[[ Exercise material, beginning ]]

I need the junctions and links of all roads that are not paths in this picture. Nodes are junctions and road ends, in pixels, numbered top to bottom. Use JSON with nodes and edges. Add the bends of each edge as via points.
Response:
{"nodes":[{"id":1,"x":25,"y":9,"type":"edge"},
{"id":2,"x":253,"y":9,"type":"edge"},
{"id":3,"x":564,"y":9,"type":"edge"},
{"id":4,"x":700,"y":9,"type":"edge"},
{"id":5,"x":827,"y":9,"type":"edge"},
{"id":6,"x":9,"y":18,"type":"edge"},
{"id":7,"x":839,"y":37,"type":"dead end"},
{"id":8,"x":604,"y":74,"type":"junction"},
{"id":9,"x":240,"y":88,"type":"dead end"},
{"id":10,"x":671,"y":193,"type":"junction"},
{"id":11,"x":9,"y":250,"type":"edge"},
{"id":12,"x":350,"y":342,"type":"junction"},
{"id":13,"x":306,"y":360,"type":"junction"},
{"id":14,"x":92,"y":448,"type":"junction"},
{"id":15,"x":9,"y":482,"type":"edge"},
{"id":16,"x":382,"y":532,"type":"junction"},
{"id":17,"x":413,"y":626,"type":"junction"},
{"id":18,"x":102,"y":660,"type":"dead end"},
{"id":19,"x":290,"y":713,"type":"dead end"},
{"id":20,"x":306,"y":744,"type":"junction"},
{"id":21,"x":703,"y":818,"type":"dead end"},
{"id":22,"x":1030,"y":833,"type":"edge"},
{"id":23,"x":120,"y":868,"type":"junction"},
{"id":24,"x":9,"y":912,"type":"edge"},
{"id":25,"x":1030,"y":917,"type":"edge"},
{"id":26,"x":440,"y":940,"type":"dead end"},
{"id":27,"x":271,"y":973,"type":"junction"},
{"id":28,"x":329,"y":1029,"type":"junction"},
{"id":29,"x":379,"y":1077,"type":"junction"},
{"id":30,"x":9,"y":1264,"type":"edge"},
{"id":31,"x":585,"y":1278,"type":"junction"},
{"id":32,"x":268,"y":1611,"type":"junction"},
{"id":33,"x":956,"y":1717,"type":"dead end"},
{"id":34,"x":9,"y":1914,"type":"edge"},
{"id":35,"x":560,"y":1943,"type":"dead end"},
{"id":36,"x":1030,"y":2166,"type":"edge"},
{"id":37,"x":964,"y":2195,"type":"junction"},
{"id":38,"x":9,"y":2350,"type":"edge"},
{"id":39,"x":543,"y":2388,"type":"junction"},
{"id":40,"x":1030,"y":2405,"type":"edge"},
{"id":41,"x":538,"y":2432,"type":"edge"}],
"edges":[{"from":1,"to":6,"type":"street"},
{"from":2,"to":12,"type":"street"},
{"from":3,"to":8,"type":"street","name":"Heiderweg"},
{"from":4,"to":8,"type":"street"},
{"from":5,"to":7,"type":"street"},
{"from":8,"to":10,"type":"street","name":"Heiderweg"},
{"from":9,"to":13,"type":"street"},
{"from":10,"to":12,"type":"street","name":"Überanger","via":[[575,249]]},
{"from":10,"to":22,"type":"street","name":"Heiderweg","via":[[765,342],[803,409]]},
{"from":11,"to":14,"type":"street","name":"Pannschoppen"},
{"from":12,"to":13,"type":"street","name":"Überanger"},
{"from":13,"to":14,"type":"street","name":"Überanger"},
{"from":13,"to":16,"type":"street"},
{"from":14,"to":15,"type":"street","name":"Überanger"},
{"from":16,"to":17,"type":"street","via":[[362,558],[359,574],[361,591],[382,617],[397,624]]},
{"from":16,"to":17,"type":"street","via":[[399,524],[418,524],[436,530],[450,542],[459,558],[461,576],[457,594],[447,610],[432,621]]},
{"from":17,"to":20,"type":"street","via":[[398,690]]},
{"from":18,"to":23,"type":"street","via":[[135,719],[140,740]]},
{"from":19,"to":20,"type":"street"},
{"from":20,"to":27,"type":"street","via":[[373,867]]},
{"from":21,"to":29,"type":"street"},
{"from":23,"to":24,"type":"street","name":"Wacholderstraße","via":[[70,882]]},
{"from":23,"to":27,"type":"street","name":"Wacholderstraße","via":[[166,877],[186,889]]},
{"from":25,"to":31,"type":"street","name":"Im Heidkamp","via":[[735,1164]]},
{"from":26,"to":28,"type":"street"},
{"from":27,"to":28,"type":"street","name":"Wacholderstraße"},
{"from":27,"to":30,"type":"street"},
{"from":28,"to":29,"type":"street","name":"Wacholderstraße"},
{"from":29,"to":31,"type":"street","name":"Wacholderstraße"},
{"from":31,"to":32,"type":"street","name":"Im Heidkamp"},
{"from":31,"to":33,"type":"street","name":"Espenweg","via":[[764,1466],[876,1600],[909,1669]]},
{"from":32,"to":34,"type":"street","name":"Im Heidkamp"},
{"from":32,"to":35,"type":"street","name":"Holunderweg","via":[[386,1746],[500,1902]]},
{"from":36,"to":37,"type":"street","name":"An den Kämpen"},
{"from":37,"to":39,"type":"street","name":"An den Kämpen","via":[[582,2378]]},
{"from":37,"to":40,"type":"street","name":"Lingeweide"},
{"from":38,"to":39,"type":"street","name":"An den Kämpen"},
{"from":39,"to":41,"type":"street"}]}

[[ Exercise material, end ]]

Work required: Using the records above, report each line with the string "Wacholderstraße".

Task response:
{"from":23,"to":24,"type":"street","name":"Wacholderstraße","via":[[70,882]]},
{"from":23,"to":27,"type":"street","name":"Wacholderstraße","via":[[166,877],[186,889]]},
{"from":27,"to":28,"type":"street","name":"Wacholderstraße"},
{"from":28,"to":29,"type":"street","name":"Wacholderstraße"},
{"from":29,"to":31,"type":"street","name":"Wacholderstraße"},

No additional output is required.